**WORK ORDER**:
Search the records for the word "南雄路二段" and copy every line in which it occurs.

**RECORDED DATA**:

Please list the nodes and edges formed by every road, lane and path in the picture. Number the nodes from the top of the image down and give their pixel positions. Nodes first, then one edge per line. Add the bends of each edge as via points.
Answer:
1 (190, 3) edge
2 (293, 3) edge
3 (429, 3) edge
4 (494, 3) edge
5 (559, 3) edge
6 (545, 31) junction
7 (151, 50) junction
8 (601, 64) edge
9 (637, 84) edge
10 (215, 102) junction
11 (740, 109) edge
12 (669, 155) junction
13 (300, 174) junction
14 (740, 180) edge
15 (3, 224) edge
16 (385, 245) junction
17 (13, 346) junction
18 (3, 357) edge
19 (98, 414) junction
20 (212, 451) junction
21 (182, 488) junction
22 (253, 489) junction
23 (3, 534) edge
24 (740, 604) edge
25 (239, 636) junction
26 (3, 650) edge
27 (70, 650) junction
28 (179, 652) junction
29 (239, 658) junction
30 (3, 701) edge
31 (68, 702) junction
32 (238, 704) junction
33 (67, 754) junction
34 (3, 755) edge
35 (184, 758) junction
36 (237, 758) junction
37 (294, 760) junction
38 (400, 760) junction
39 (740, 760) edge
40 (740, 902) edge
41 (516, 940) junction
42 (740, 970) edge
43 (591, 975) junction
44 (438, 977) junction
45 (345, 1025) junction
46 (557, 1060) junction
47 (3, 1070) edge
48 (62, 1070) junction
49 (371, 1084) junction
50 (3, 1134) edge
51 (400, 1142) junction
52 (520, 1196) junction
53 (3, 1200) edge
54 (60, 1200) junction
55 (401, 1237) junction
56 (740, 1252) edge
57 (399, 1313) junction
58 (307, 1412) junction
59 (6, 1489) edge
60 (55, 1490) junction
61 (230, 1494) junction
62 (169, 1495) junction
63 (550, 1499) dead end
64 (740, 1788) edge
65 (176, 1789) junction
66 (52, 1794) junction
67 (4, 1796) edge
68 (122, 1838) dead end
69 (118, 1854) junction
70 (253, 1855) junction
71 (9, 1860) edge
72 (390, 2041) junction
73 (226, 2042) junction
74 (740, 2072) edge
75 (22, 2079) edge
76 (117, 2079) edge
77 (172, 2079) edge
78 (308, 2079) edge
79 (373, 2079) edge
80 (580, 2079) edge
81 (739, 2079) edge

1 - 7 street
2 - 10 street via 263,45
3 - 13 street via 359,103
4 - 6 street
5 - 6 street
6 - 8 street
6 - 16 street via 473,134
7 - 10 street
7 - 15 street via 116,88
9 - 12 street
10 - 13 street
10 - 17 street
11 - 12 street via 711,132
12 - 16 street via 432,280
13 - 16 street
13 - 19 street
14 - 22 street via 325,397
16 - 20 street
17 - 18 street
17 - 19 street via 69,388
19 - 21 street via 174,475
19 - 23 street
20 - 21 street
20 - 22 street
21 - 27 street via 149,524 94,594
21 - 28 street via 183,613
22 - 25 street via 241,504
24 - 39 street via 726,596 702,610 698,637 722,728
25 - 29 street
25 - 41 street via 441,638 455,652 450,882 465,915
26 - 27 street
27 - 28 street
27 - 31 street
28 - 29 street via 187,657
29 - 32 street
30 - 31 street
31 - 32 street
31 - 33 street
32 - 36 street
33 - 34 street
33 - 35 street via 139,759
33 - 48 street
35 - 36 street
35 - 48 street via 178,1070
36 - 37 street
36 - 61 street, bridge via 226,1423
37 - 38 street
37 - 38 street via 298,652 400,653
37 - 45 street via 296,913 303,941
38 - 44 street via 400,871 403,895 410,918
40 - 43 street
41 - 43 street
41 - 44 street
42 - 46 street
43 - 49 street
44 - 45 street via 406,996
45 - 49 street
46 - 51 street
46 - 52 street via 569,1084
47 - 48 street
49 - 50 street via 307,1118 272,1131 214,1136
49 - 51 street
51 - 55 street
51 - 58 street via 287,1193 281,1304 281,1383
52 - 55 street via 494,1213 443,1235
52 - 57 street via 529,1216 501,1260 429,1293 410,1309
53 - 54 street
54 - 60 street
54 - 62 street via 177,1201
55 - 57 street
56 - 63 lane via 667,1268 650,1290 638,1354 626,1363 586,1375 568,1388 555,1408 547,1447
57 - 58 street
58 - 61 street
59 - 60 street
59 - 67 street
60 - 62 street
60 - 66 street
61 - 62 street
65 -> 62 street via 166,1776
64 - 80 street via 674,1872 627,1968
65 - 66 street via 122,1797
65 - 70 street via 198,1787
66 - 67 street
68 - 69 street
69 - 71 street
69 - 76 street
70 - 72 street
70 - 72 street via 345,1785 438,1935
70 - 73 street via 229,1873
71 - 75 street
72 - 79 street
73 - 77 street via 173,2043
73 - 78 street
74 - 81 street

--

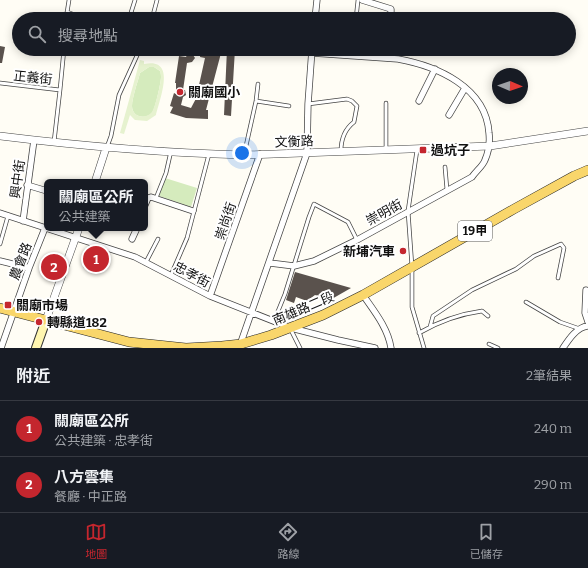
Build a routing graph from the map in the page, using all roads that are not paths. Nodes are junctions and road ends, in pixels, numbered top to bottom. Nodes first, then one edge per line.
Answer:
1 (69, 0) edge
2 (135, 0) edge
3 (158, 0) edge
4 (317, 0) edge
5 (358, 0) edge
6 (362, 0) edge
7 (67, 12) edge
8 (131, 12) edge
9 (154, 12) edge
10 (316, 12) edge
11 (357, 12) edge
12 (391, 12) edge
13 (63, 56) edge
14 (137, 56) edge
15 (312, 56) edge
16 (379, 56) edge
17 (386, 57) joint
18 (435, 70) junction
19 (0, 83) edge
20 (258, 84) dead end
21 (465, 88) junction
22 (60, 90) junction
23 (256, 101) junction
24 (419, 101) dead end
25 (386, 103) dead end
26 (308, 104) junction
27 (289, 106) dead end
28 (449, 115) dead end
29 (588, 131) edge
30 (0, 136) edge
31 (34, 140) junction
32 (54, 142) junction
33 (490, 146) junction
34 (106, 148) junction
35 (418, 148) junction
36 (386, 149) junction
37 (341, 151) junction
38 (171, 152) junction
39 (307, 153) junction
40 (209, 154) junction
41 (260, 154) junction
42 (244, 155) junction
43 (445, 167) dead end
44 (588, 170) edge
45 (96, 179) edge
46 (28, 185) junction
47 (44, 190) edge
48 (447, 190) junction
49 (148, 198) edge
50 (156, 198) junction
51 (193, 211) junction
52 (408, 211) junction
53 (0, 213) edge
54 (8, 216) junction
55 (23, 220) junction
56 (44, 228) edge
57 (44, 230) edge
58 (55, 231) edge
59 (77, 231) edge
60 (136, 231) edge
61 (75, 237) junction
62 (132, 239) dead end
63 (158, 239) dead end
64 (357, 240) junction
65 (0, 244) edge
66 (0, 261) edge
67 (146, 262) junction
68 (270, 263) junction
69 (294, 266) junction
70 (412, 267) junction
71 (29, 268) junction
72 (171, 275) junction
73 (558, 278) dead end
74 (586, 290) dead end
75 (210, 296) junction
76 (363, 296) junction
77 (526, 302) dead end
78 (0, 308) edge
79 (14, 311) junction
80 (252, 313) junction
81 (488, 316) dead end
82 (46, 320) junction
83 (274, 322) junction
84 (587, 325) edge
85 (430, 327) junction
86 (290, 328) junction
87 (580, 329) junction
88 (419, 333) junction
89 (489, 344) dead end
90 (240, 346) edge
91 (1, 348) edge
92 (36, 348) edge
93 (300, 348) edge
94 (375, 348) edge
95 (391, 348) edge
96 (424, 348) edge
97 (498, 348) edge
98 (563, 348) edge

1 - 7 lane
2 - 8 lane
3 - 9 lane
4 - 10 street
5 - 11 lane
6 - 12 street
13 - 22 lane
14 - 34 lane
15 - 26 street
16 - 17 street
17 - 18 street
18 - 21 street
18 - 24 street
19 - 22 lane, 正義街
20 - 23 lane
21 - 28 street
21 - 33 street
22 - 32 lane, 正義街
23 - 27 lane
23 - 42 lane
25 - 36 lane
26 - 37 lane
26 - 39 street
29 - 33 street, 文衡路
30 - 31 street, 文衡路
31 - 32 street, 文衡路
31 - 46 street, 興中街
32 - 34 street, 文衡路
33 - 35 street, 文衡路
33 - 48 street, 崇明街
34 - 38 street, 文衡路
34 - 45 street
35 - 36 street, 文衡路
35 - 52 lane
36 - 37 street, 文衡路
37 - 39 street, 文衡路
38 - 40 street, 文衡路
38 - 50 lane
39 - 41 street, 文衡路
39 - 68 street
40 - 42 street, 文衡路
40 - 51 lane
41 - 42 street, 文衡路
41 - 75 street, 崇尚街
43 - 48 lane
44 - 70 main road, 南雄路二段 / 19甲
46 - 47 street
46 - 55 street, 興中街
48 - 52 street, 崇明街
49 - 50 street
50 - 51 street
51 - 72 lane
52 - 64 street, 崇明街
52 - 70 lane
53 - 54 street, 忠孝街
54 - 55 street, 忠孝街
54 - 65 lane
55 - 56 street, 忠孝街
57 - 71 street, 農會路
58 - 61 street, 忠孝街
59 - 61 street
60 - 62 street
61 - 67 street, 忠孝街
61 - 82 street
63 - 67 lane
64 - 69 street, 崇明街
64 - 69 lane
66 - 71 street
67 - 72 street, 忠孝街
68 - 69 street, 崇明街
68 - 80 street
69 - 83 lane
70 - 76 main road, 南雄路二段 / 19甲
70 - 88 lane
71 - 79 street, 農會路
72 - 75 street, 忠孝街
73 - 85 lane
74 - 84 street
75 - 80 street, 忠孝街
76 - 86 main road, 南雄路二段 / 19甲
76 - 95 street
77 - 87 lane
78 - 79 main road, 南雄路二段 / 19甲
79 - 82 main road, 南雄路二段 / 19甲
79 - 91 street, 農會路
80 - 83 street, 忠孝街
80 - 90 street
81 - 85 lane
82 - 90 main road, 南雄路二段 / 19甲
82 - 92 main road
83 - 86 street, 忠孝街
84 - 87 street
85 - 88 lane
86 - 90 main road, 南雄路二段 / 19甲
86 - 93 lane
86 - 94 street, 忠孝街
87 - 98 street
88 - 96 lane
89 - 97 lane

**WRITTEN SOLUTION**:
44 - 70 main road, 南雄路二段 / 19甲
70 - 76 main road, 南雄路二段 / 19甲
76 - 86 main road, 南雄路二段 / 19甲
78 - 79 main road, 南雄路二段 / 19甲
79 - 82 main road, 南雄路二段 / 19甲
82 - 90 main road, 南雄路二段 / 19甲
86 - 90 main road, 南雄路二段 / 19甲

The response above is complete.